● WHAT YOU WILL DO:
Omit the images and retype the records verbatim.

● RECORDS FOR THE EXERCISE:
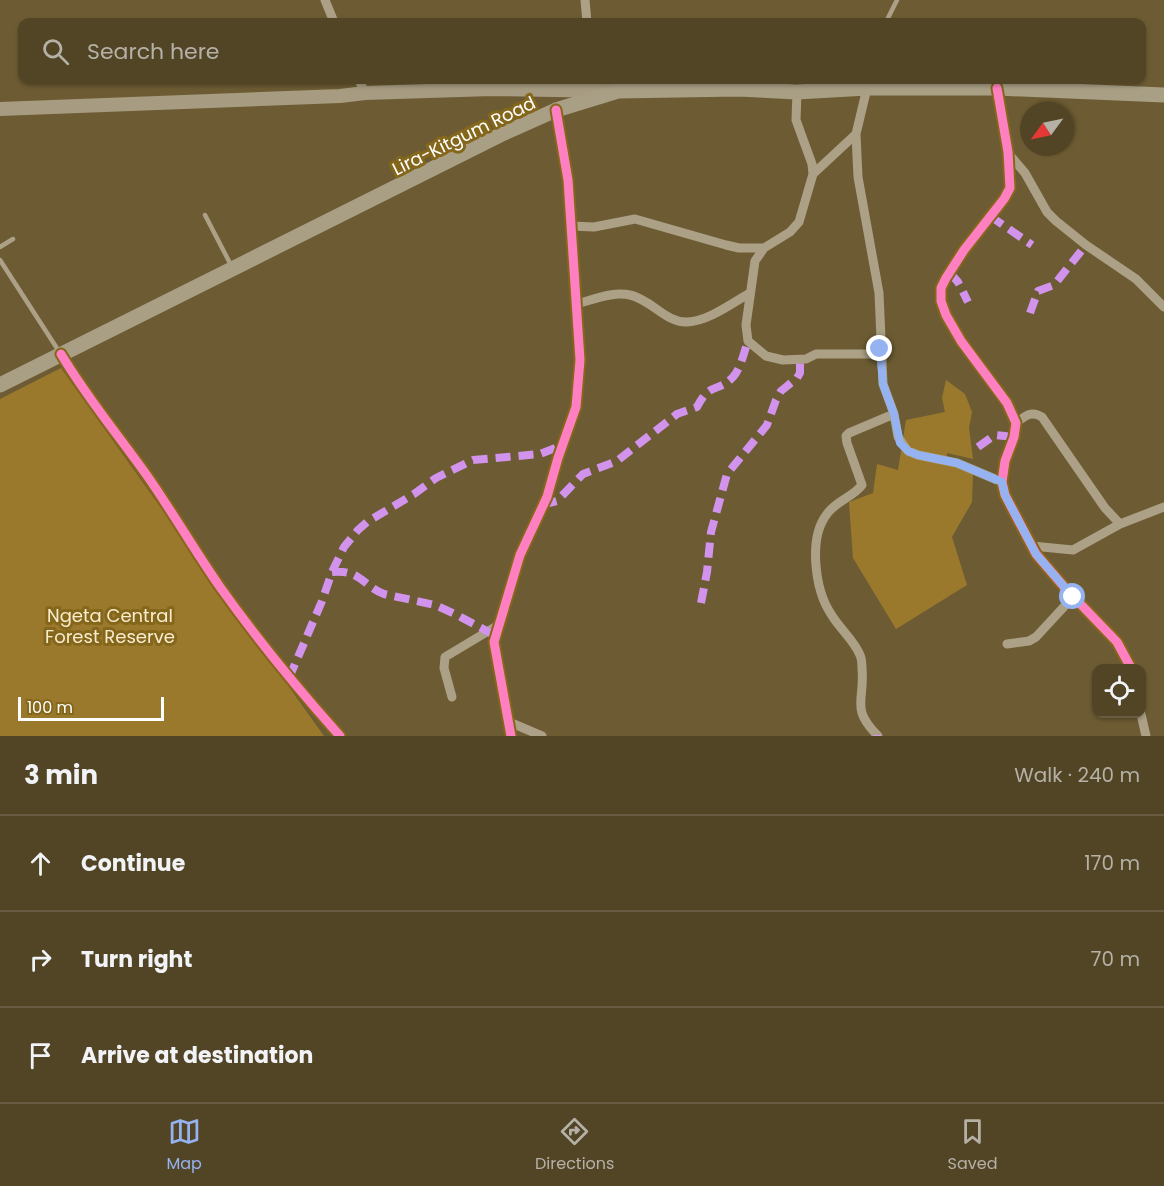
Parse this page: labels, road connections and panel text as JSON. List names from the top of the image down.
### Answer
{
  "streets": {
    "main road": ["Lira-Kitgum Road"]
  },
  "parks": ["Ngeta Central Forest Reserve"],
  "scale_bar": "100 m",
  "north": "bottom left",
  "page": {
    "search": "Search here",
    "scale": "100 m",
    "heading": ["3 min", "Walk · 240 m"],
    "list": [
      ["Continue", "170 m"],
      ["Turn right", "70 m"],
      "Arrive at destination"
    ],
    "nav": ["Map", "Directions", "Saved"]
  }
}
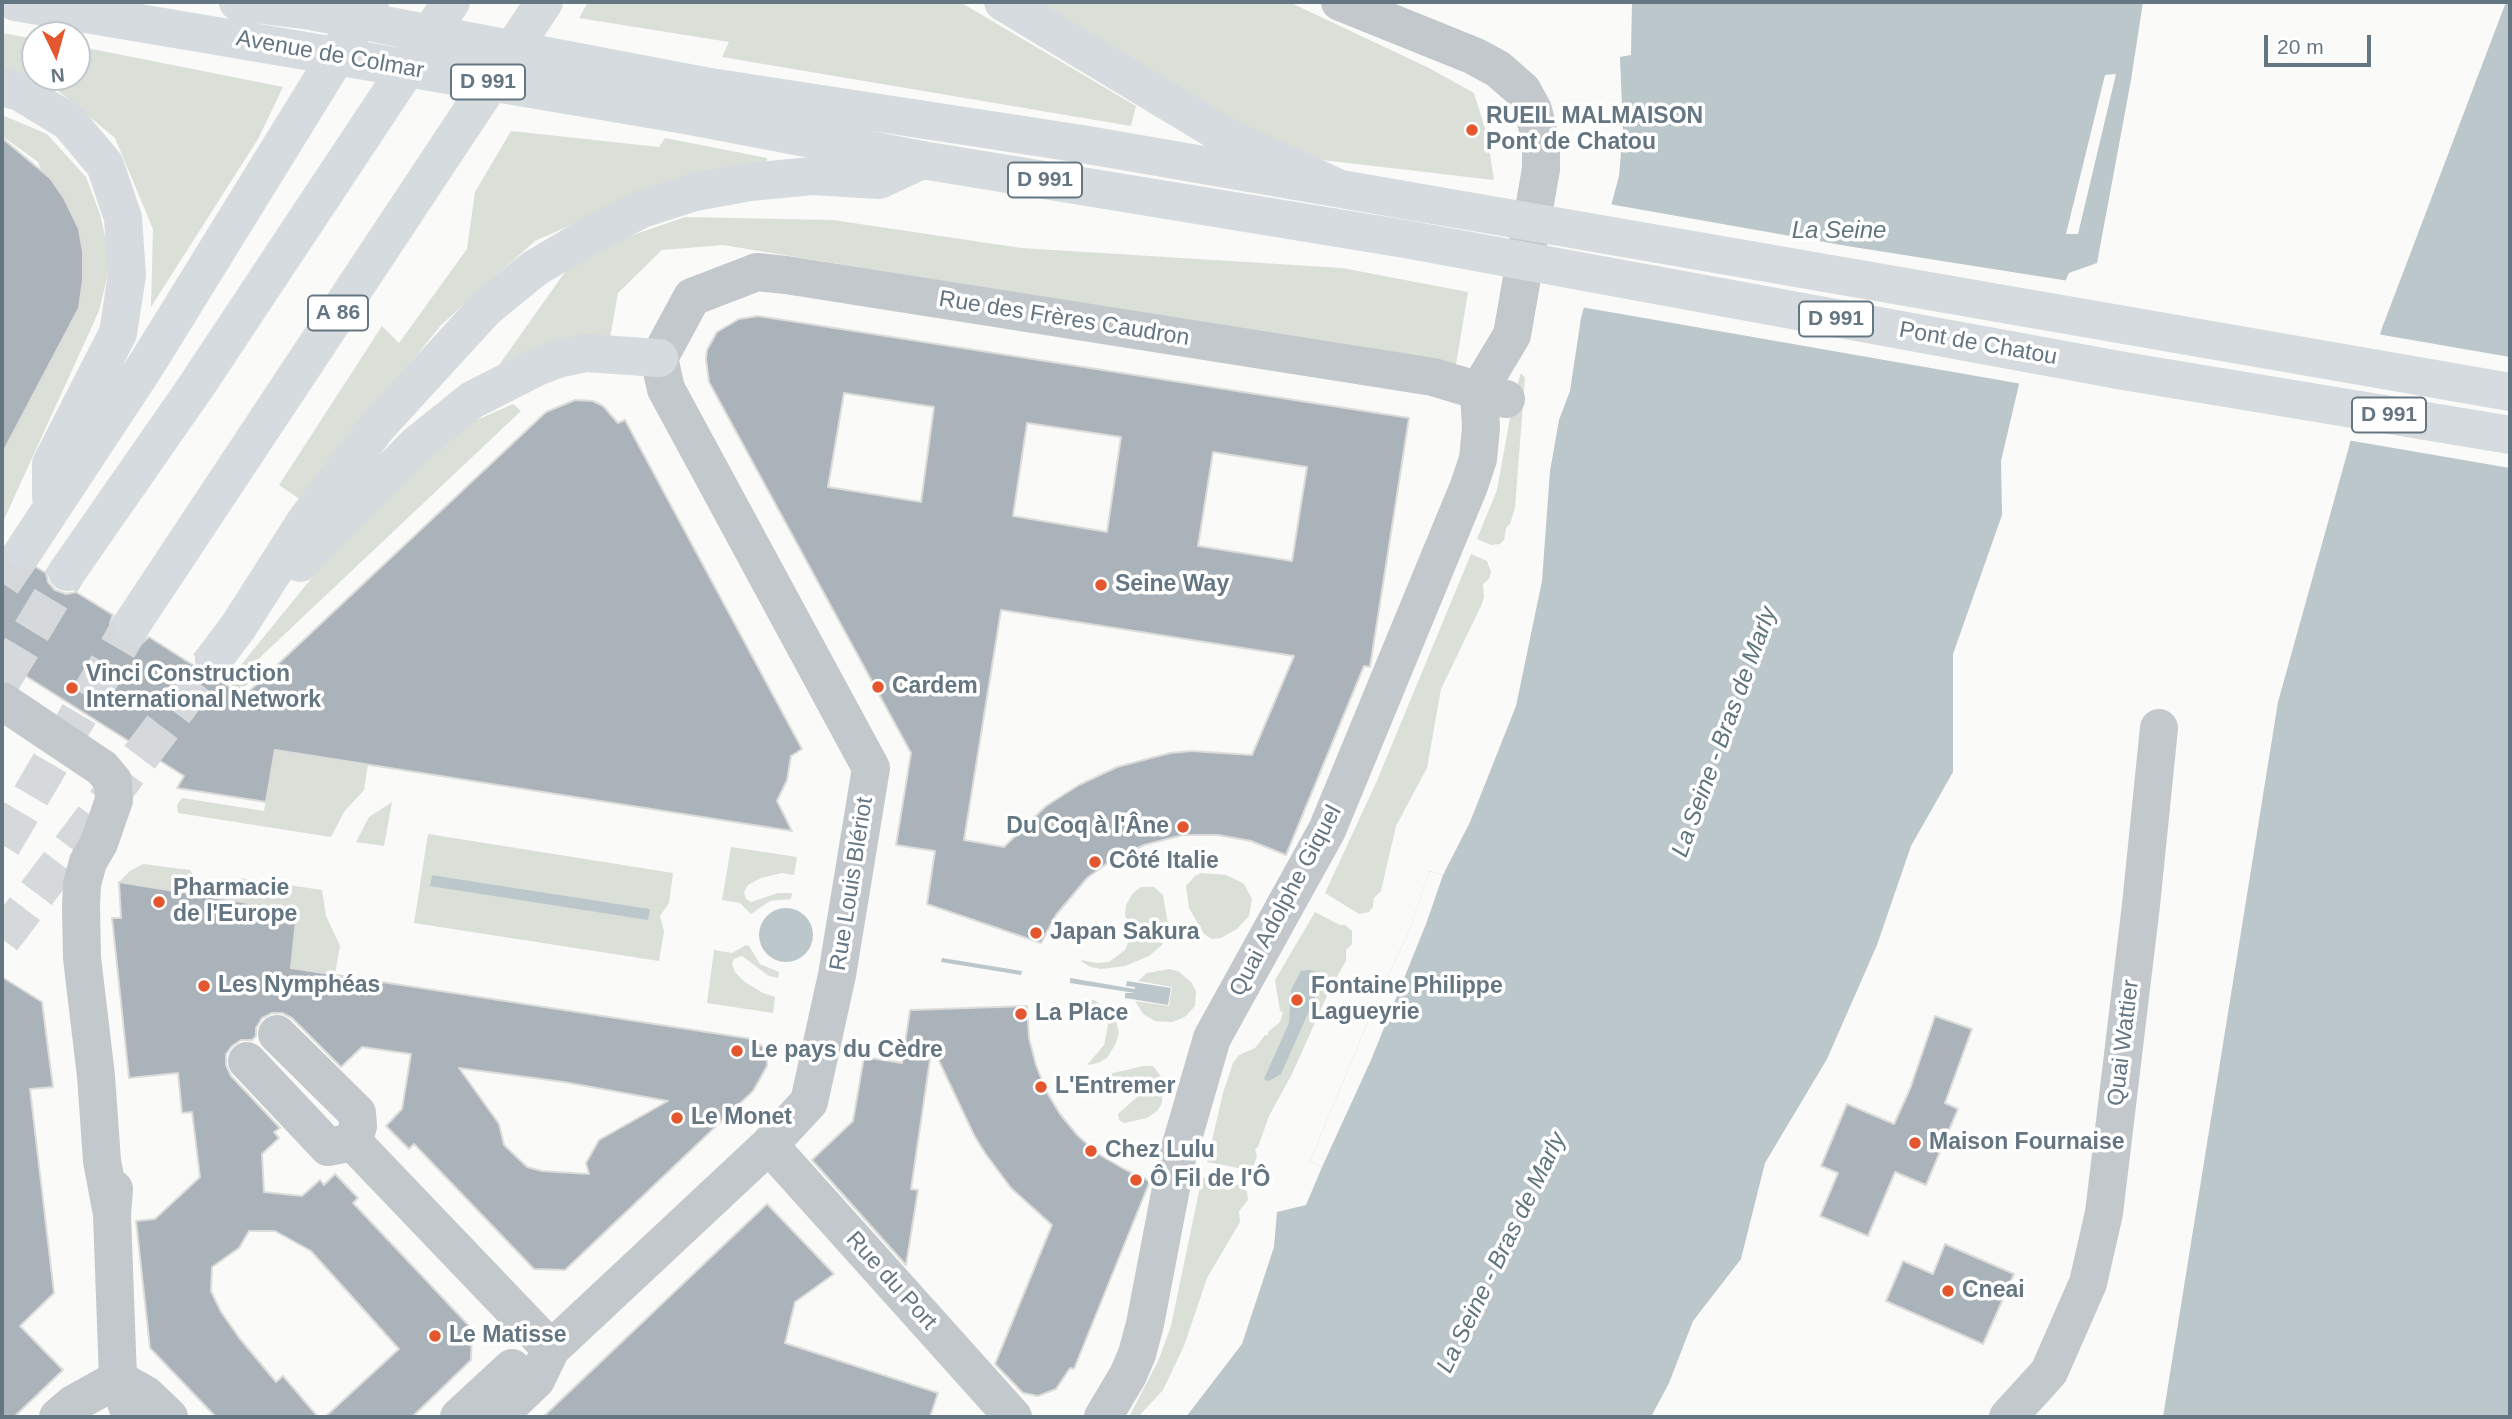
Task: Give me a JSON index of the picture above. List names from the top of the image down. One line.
{"streets":{"main road":["Avenue de Colmar","D 991","A 86","Pont de Chatou"],"street":["Rue des Frères Caudron","Rue Louis Blériot","Quai Adolphe Giquel","Quai Wattier","Rue du Port"]},"crossings":[["Avenue de Colmar","D 991"],["D 991","Pont de Chatou"],["Rue des Frères Caudron","Rue Louis Blériot"],["Rue des Frères Caudron","Quai Adolphe Giquel"],["Rue Louis Blériot","Rue du Port"]],"water":["La Seine","La Seine - Bras de Marly"],"places":["RUEIL MALMAISON Pont de Chatou","Seine Way","Cardem","Vinci Construction International Network","Du Coq à l'Âne","Côté Italie","Pharmacie de l'Europe","Japan Sakura","Les Nymphéas","Fontaine Philippe Lagueyrie","La Place","Le pays du Cèdre","L'Entremer","Le Monet","Maison Fournaise","Chez Lulu","Ô Fil de l'Ô","Cneai","Le Matisse"],"scale_bar":"20 m","north":"bottom"}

● COMPLETED TASK:
Parse this page: labels, road connections and panel text as JSON. List names from the top of the image down.
### Answer
{
  "streets": {
    "main road": ["Lira-Kitgum Road"]
  },
  "parks": ["Ngeta Central Forest Reserve"],
  "scale_bar": "100 m",
  "north": "bottom left",
  "page": {
    "search": "Search here",
    "scale": "100 m",
    "heading": ["3 min", "Walk · 240 m"],
    "list": [
      ["Continue", "170 m"],
      ["Turn right", "70 m"],
      "Arrive at destination"
    ],
    "nav": ["Map", "Directions", "Saved"]
  }
}
Task: Give me a JSON index of the picture above. List names from the top of the image down. One line.
{"streets":{"main road":["Avenue de Colmar","D 991","A 86","Pont de Chatou"],"street":["Rue des Frères Caudron","Rue Louis Blériot","Quai Adolphe Giquel","Quai Wattier","Rue du Port"]},"crossings":[["Avenue de Colmar","D 991"],["D 991","Pont de Chatou"],["Rue des Frères Caudron","Rue Louis Blériot"],["Rue des Frères Caudron","Quai Adolphe Giquel"],["Rue Louis Blériot","Rue du Port"]],"water":["La Seine","La Seine - Bras de Marly"],"places":["RUEIL MALMAISON Pont de Chatou","Seine Way","Cardem","Vinci Construction International Network","Du Coq à l'Âne","Côté Italie","Pharmacie de l'Europe","Japan Sakura","Les Nymphéas","Fontaine Philippe Lagueyrie","La Place","Le pays du Cèdre","L'Entremer","Le Monet","Maison Fournaise","Chez Lulu","Ô Fil de l'Ô","Cneai","Le Matisse"],"scale_bar":"20 m","north":"bottom"}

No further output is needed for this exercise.